# Deployment and Autotuning

Helion’s autotuner explores a large search space which is a
time-consuming process, so production deployments should generate
autotuned configs **ahead of time**. Run the autotuner on a development
workstation or a dedicated tuning box that mirrors your target
GPU/accelerator. Check tuned configs into your repository alongside the kernel,
or package them as data files and load them with `helion.Config.load`
(see {doc}`api/config`). This keeps production kernel startup fast and
deterministic, while also giving explicit control over when autotuning
happens.

If you don't specify pre-tuned configs, Helion will autotune on the
first call for each specialization key.
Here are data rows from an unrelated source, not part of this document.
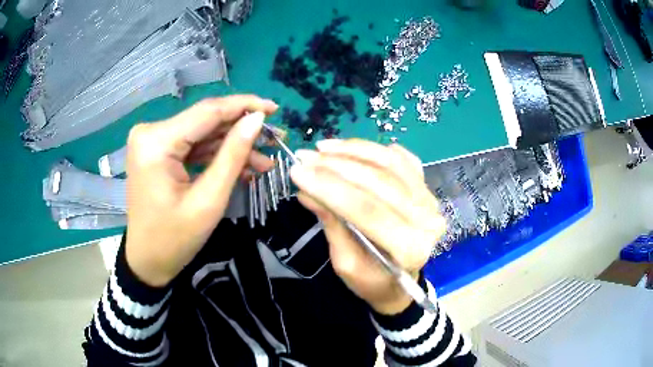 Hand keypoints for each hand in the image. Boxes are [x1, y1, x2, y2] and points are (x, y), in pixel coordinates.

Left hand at [125, 96, 277, 286]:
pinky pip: (192, 146)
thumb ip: (233, 155)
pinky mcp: (157, 151)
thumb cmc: (174, 239)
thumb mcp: (209, 200)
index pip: (207, 111)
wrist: (148, 260)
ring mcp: (152, 141)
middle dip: (241, 130)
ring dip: (232, 145)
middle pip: (205, 121)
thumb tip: (256, 120)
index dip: (244, 106)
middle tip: (275, 139)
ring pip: (202, 133)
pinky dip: (215, 155)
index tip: (274, 108)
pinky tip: (242, 165)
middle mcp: (150, 132)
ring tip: (264, 160)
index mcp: (157, 142)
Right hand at [290, 140, 445, 314]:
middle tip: (304, 157)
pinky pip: (400, 158)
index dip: (329, 188)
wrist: (400, 282)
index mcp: (410, 248)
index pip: (367, 210)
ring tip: (323, 148)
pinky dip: (374, 149)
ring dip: (353, 150)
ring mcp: (430, 198)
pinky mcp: (425, 186)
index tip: (297, 172)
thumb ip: (332, 225)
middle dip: (336, 165)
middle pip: (379, 181)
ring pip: (390, 163)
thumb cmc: (372, 280)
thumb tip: (306, 191)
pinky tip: (349, 147)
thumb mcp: (345, 263)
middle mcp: (427, 219) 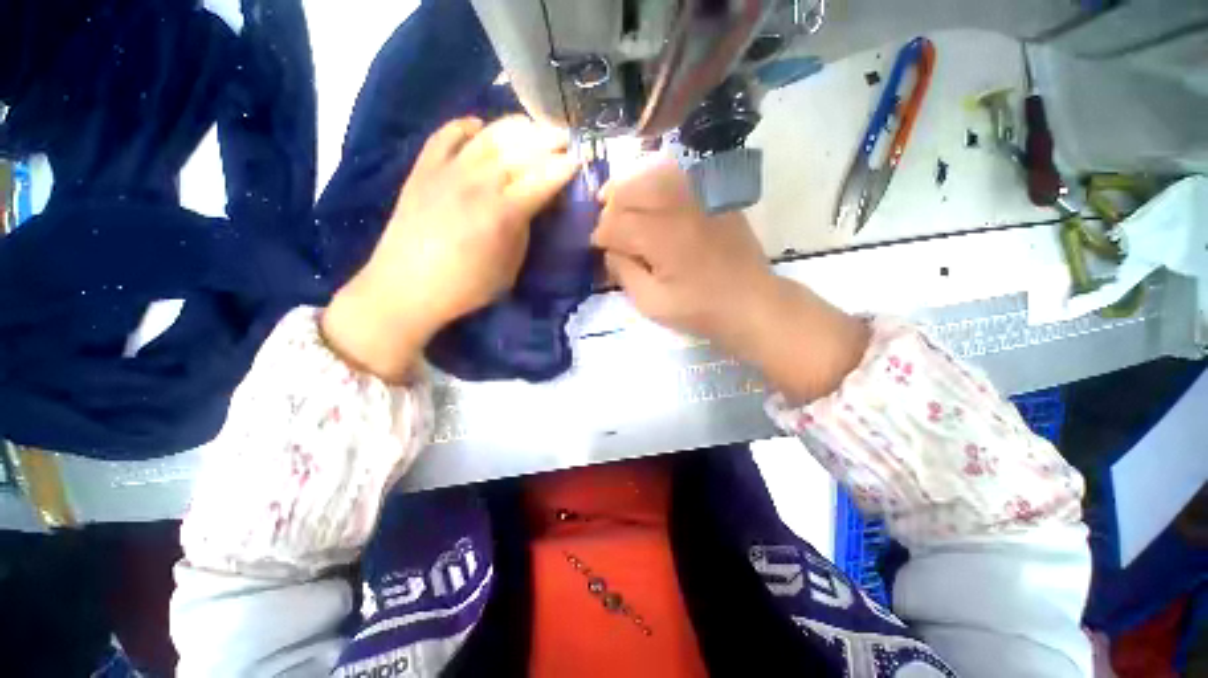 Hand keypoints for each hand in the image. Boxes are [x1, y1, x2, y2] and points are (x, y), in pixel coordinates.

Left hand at [322, 116, 577, 381]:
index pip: (542, 181)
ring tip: (532, 125)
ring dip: (515, 128)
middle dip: (547, 141)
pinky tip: (479, 126)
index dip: (563, 168)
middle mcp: (478, 184)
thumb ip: (524, 231)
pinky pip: (446, 135)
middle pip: (519, 152)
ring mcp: (447, 171)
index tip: (578, 161)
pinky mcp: (423, 169)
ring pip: (487, 137)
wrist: (407, 287)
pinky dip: (465, 126)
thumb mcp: (510, 267)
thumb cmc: (467, 287)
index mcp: (503, 213)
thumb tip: (533, 206)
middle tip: (564, 136)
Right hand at [593, 160, 869, 402]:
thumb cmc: (700, 310)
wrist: (751, 303)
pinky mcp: (715, 198)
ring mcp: (700, 198)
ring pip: (653, 175)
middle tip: (604, 222)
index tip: (596, 247)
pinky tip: (650, 191)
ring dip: (630, 186)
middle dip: (610, 205)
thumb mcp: (652, 303)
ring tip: (616, 197)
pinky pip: (680, 175)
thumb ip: (625, 273)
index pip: (616, 224)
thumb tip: (610, 251)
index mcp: (661, 237)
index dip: (600, 235)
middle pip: (631, 191)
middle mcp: (678, 208)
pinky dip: (656, 178) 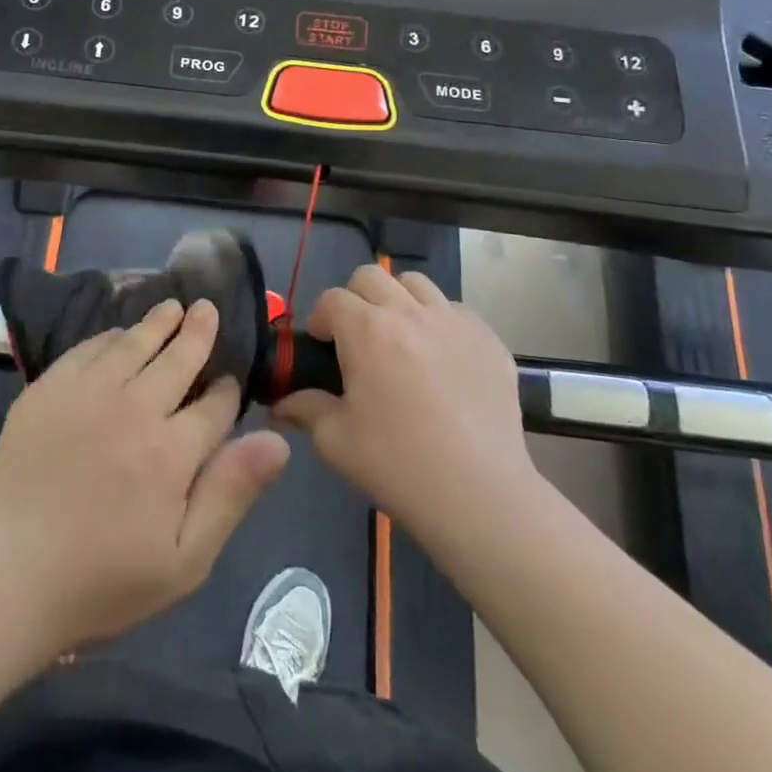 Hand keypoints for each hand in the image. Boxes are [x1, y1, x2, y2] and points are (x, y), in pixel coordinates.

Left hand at [0, 300, 290, 657]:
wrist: (5, 575)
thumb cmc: (101, 580)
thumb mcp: (184, 560)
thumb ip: (230, 493)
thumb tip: (278, 441)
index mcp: (171, 450)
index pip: (215, 405)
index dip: (228, 390)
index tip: (231, 383)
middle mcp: (133, 407)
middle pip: (177, 358)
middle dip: (198, 333)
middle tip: (207, 309)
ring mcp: (87, 391)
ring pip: (134, 343)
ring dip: (158, 322)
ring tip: (173, 306)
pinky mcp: (48, 388)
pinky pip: (88, 348)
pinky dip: (111, 336)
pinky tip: (119, 334)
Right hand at [276, 265, 540, 543]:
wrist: (479, 494)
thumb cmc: (397, 464)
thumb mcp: (335, 440)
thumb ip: (305, 409)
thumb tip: (282, 401)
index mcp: (367, 330)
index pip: (332, 298)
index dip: (320, 319)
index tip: (320, 345)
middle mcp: (410, 313)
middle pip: (372, 276)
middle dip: (355, 299)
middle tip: (356, 337)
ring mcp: (454, 322)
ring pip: (416, 284)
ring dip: (398, 301)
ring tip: (400, 339)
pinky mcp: (489, 340)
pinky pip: (456, 311)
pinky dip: (439, 322)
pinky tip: (441, 360) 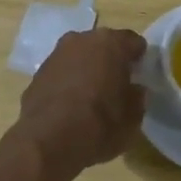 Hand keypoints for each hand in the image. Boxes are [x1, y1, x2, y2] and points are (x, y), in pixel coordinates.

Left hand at [17, 27, 147, 172]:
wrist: (46, 141)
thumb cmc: (98, 125)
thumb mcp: (132, 118)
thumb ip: (137, 97)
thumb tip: (134, 90)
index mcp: (110, 43)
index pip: (134, 42)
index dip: (140, 59)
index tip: (141, 76)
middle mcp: (82, 39)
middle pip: (104, 45)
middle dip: (112, 61)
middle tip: (119, 85)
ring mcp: (57, 53)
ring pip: (81, 56)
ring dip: (88, 69)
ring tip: (94, 95)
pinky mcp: (38, 72)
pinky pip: (62, 72)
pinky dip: (69, 82)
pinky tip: (71, 104)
This is convenient for
experimentation, but not ideal for production since the first call
pays a large tuning cost.  Helion writes successful tuning results to
an on-disk cache (overridable with `HELION_CACHE_DIR`, skippable
with `HELION_SKIP_CACHE`, see {doc}`api/settings`) so repeated
runs on the same machine can reuse prior configs.  For more on
caching see {py:class}`~helion.autotuner.local_cache.LocalAutotuneCache`
and {py:class}`~helion.autotuner.local_cache.StrictLocalAutotuneCache`.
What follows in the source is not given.